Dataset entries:
========================================================================

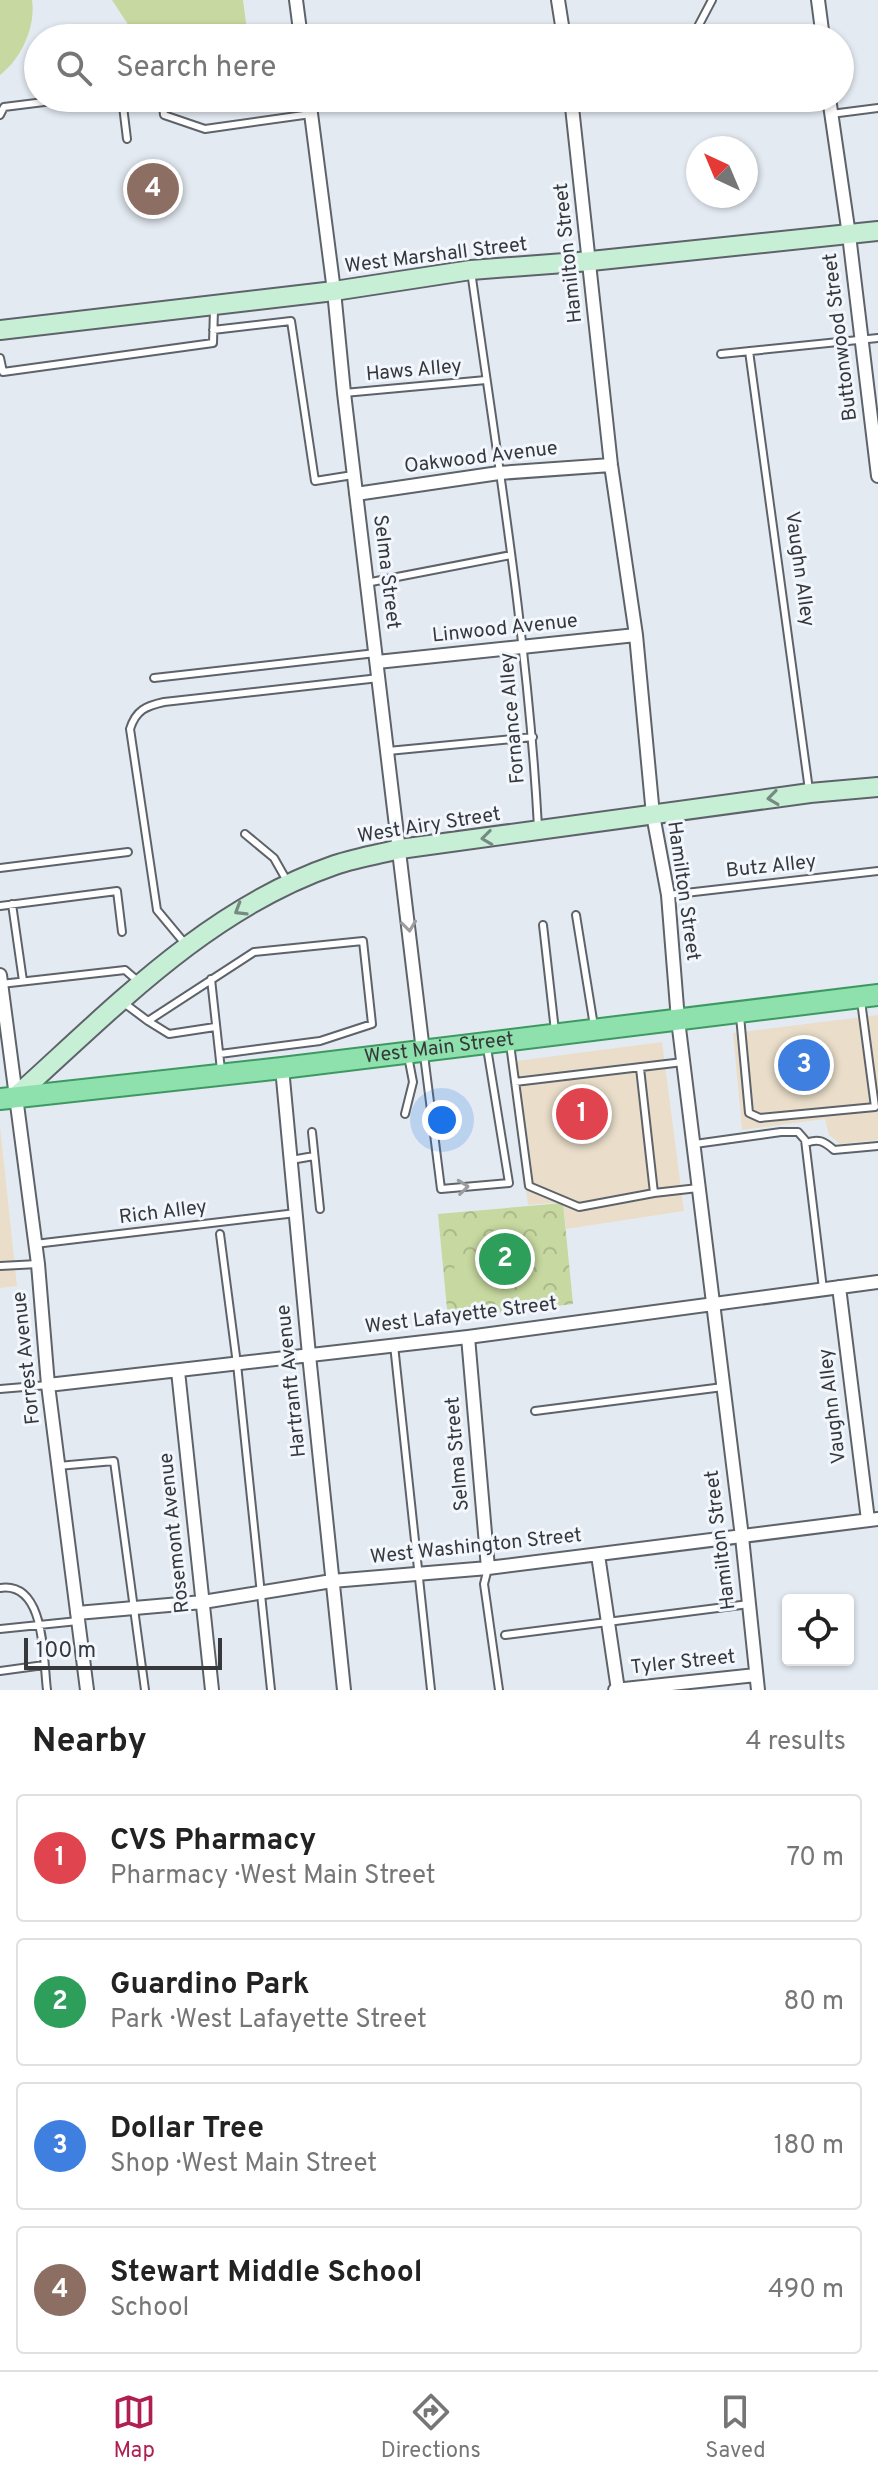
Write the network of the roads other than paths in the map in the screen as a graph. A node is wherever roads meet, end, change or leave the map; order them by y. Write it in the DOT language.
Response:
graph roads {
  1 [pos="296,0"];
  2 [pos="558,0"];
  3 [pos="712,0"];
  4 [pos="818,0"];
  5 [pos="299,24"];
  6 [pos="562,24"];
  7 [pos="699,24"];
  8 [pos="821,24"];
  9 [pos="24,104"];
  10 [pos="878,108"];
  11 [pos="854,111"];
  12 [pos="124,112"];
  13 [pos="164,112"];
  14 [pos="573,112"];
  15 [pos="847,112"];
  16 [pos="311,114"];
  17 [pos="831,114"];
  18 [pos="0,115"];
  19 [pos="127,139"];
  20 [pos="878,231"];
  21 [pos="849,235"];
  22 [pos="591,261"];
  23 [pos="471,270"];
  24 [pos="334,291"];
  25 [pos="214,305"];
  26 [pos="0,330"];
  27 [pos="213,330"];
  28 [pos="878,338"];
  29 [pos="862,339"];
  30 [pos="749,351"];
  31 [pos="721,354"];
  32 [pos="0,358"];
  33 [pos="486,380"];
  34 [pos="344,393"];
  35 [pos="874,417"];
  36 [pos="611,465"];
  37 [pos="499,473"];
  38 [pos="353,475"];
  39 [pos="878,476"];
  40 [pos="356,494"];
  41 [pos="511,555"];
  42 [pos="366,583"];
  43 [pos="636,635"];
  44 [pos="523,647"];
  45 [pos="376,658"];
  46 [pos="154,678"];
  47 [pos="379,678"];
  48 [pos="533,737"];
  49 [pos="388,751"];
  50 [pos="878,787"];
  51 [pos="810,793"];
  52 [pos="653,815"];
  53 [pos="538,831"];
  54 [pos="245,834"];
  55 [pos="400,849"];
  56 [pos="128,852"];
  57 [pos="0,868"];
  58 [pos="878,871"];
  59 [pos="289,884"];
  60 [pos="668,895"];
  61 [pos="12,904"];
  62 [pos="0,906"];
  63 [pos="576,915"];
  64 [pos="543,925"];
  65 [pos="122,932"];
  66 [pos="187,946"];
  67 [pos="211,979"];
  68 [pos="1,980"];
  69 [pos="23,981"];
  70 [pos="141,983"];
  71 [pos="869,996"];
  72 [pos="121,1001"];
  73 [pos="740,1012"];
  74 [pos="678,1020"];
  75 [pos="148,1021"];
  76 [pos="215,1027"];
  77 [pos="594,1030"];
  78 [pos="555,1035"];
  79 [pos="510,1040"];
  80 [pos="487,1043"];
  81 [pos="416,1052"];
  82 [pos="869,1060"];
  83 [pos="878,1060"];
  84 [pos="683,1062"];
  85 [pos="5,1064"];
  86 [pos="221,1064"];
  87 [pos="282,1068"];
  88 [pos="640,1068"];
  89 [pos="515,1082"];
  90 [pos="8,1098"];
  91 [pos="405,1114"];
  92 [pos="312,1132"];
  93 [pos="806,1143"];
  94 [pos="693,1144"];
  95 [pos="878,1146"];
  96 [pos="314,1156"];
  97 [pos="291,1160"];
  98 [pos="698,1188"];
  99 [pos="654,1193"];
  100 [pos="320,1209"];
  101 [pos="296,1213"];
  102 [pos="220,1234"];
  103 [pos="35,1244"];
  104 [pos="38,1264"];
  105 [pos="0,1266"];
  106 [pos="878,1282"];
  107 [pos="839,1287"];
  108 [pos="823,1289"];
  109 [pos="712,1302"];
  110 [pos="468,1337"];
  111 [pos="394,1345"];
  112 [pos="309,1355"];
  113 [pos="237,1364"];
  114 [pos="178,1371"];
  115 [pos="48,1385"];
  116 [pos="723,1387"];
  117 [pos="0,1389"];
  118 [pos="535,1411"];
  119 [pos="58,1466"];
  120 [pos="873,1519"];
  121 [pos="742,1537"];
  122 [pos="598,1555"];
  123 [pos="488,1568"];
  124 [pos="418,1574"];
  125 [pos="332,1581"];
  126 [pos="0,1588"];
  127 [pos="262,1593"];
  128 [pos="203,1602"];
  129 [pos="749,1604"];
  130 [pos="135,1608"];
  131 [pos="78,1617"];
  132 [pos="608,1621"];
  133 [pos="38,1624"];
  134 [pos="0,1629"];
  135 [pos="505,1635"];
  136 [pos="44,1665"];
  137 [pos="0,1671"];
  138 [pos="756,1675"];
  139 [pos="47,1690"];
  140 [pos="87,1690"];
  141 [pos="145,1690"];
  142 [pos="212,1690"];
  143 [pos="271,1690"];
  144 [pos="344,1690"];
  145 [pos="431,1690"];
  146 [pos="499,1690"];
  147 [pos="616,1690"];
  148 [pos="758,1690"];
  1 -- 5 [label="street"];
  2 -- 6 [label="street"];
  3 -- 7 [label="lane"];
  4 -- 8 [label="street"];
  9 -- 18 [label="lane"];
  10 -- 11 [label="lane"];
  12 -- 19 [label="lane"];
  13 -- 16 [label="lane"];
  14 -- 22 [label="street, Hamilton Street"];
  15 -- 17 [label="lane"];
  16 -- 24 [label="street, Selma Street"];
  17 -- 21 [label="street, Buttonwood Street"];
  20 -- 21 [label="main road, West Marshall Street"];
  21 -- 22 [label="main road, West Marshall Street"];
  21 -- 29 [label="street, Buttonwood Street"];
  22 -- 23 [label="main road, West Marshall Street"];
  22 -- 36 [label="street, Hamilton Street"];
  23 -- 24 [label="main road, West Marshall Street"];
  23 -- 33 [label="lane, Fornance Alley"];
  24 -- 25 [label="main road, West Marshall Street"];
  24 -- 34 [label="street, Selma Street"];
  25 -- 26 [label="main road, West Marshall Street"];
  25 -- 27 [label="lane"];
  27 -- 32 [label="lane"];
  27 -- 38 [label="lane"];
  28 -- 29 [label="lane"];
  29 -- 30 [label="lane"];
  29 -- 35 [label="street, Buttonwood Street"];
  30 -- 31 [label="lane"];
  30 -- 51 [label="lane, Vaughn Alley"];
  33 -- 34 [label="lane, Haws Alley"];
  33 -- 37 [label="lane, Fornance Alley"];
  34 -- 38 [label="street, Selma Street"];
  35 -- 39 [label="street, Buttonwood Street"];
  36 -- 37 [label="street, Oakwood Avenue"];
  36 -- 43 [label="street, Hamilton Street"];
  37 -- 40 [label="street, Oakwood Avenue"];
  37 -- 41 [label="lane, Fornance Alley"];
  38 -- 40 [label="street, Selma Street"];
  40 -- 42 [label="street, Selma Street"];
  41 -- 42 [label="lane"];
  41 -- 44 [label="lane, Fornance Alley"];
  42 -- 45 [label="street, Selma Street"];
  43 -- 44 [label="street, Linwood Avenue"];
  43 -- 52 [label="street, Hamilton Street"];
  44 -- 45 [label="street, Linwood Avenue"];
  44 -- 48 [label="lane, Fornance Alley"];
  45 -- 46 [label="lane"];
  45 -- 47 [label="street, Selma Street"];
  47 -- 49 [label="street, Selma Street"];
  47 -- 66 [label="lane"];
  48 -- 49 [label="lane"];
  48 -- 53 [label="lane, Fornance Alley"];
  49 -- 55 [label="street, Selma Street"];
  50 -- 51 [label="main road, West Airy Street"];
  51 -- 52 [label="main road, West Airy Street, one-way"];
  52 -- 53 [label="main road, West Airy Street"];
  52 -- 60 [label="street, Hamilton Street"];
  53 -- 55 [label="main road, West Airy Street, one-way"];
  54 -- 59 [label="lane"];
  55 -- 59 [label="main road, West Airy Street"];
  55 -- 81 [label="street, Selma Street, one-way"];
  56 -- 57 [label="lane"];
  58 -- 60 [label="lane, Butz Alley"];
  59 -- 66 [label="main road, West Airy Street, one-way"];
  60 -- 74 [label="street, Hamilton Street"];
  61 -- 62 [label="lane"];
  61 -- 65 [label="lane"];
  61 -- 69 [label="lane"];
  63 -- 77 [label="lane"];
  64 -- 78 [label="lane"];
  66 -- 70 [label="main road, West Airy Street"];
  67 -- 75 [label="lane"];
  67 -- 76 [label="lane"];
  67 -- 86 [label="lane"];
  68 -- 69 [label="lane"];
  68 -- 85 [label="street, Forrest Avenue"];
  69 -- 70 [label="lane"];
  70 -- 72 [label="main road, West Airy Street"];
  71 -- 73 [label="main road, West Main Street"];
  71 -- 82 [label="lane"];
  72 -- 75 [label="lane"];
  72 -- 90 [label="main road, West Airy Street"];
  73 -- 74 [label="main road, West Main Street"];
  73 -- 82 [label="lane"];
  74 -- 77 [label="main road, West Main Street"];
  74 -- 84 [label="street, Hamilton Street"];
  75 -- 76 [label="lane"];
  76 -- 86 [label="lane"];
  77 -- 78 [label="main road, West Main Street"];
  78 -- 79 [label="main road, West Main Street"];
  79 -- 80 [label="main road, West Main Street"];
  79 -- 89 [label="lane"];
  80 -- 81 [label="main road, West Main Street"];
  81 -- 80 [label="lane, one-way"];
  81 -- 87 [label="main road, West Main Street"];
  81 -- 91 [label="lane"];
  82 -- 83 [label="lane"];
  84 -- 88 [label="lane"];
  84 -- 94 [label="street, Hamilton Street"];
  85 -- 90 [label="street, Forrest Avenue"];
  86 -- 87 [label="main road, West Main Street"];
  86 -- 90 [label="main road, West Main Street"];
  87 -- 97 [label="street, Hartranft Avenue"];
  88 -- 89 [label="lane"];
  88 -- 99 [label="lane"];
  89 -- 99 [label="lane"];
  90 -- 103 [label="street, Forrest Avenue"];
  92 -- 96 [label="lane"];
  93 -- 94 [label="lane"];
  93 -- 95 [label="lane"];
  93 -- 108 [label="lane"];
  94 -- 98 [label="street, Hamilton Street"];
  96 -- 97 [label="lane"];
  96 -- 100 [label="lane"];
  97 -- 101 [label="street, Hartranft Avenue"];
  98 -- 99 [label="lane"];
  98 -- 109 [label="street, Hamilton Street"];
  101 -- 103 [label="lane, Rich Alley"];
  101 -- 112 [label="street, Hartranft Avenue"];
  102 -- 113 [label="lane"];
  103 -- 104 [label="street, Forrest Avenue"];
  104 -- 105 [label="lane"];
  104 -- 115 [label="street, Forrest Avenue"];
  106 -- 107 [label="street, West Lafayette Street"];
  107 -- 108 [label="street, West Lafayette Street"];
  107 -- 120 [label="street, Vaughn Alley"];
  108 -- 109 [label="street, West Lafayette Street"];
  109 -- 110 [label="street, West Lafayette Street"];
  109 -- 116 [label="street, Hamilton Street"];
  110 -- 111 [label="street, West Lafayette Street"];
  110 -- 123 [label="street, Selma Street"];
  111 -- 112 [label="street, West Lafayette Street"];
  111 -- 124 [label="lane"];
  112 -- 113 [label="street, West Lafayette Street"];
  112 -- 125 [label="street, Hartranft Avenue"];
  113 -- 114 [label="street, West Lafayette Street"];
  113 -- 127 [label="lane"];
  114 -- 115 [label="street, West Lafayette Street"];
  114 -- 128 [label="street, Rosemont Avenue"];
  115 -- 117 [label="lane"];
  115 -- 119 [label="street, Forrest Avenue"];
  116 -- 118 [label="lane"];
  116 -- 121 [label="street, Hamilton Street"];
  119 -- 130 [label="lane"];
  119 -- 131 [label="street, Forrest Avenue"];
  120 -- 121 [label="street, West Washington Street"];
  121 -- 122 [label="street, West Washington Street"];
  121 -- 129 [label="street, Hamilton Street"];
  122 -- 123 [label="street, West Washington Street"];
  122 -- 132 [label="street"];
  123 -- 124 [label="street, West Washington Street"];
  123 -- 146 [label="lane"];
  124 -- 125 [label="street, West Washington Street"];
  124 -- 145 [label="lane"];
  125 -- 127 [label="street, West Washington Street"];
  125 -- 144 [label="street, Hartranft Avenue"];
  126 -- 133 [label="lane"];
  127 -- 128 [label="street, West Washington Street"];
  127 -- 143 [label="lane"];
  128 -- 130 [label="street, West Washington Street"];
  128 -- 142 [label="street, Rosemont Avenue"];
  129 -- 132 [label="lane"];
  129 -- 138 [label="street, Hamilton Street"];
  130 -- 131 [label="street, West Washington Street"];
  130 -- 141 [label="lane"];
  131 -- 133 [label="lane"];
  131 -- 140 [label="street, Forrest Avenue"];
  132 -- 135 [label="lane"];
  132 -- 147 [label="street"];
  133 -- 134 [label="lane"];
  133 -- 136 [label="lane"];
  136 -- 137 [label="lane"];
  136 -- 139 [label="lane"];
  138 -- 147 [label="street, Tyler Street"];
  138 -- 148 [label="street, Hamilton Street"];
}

========================================================================

● ACTIVITY:
Only one number is expected: the count of lines above that contain the string "Washington".

● RESPONSE TO THIS EXERCISE:
9